2. Zeno Effect: what you focus on is what you build, and this has been shown at the molecular level. This idea of growing a positive mind rings true for me. I have found when I focus and give my energy to the positive that is exactly what I build. I feel good and I have better conversations with others. I have seen that being in this state (that I can now identify as an UpSpiral) opens me/us up to greater experiences and opportunities.

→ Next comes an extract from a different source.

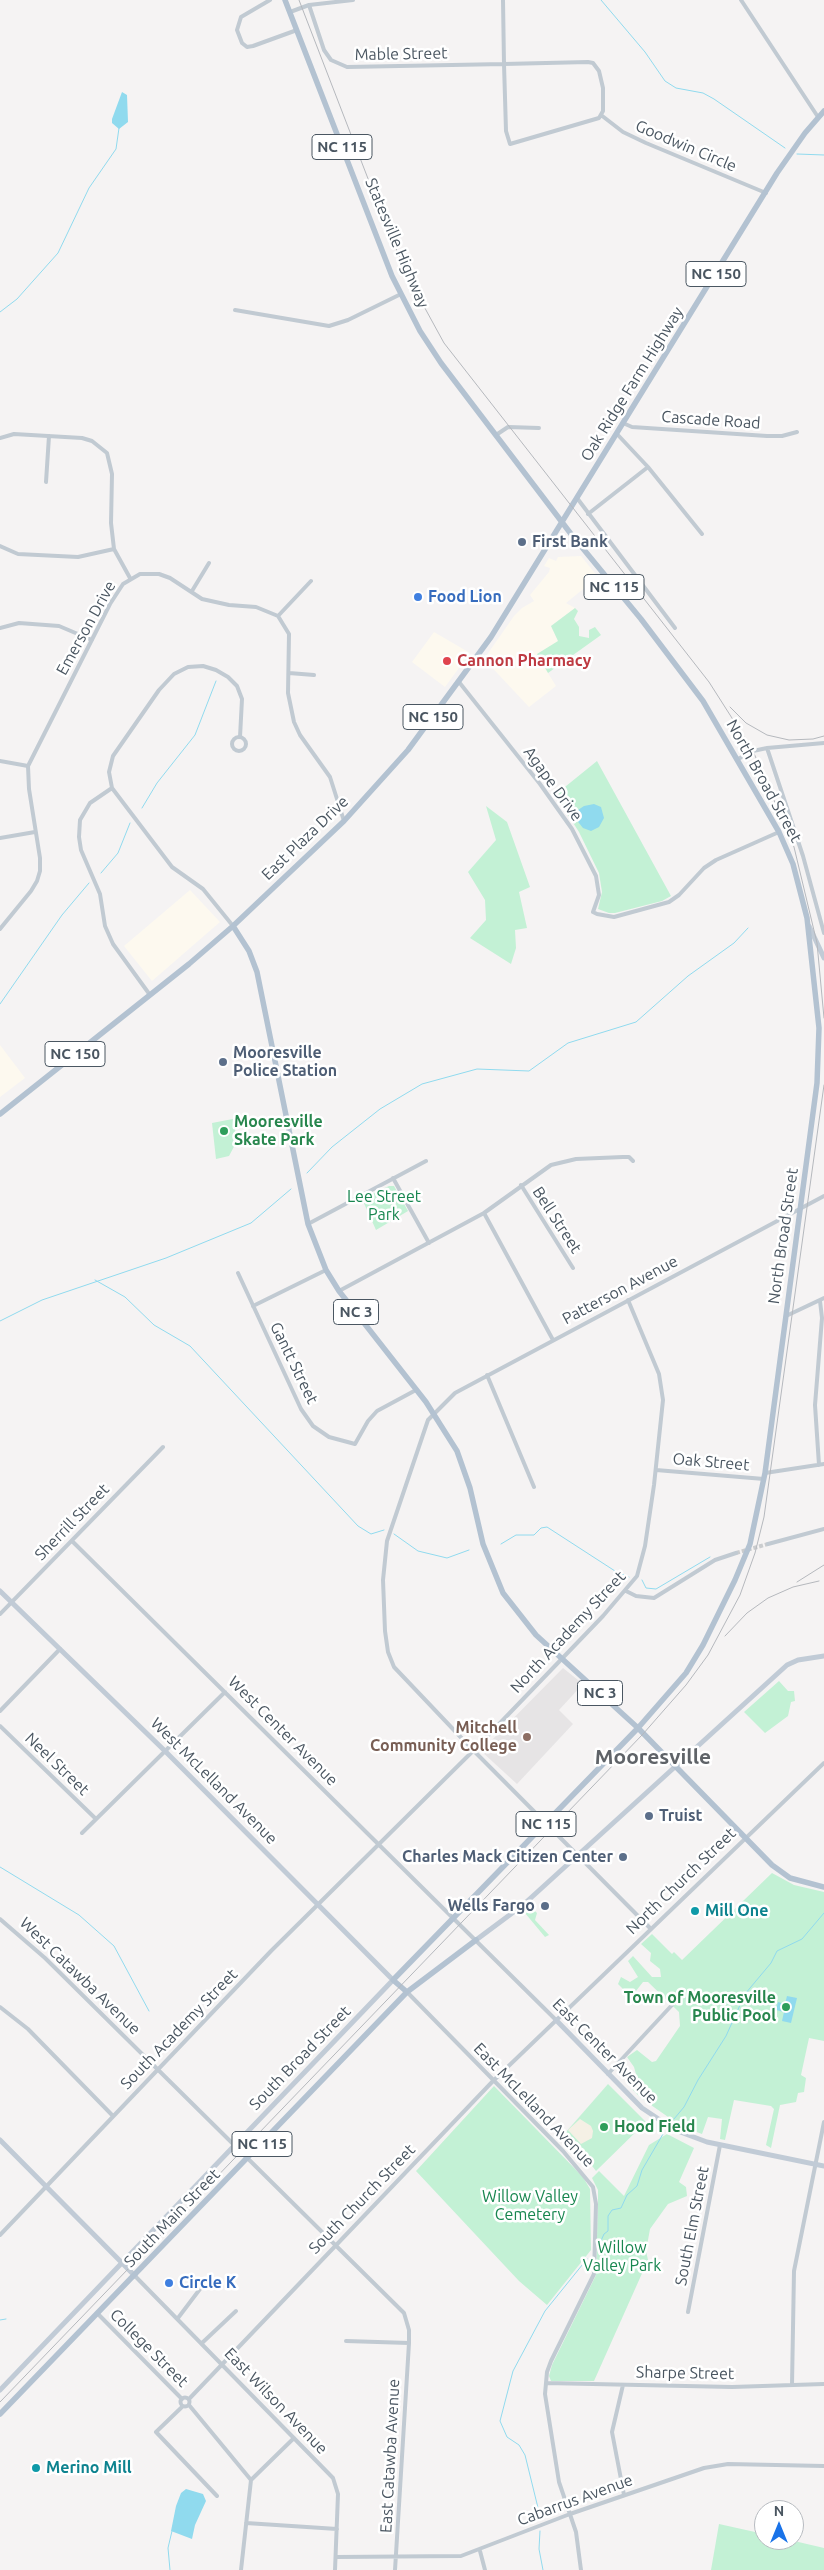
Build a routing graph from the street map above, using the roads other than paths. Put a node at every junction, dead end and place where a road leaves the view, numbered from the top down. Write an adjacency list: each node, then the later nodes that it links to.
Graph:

3. Musaro Emoto’s work with water and focus is interesting. The thoughts we think have been shown to change the structure of water. Hugely oversimplifying: negative thoughts were shown to form negative crystals, and positive thoughts brought about beautiful water crystals. Just think how this can be applied to our own lives. Perhaps this can suggest that the thoughts we think can make us sick.
4. Dr. Bruce Lipton’s training “The Biology of Perception” presented a convincing case that thoughts affect our health, in the negative and positive. I love that he showed things happening at the cellular level, so it became abundantly clear how the thoughts I think move me towards health and growth (our natural state) or towards protection.
neuromind wrote on Sun Feb 26th, 11:34pm:
I can relate to bcvalentine’s comments about making a conscience effort to speak positively, with “feeling off” when focused on the negative, and that it doesn’t line up with who “I AM.”
I feel very much the same. It’s nice to know that there’s someone else that has a similar experience. Thank you.
neuromind wrote on Sun Feb 26th, 11:51pm:
Tracy & Katherine,
I love the comments about the vision of the future. I would love to see a movement more towards the positive, where top news stories are about the good, with focus and conversations on what supports growth for others, and what is healthy and life-giving for us and the planet. I am seeing little glimmers of it now. What a wonderful shift that will be.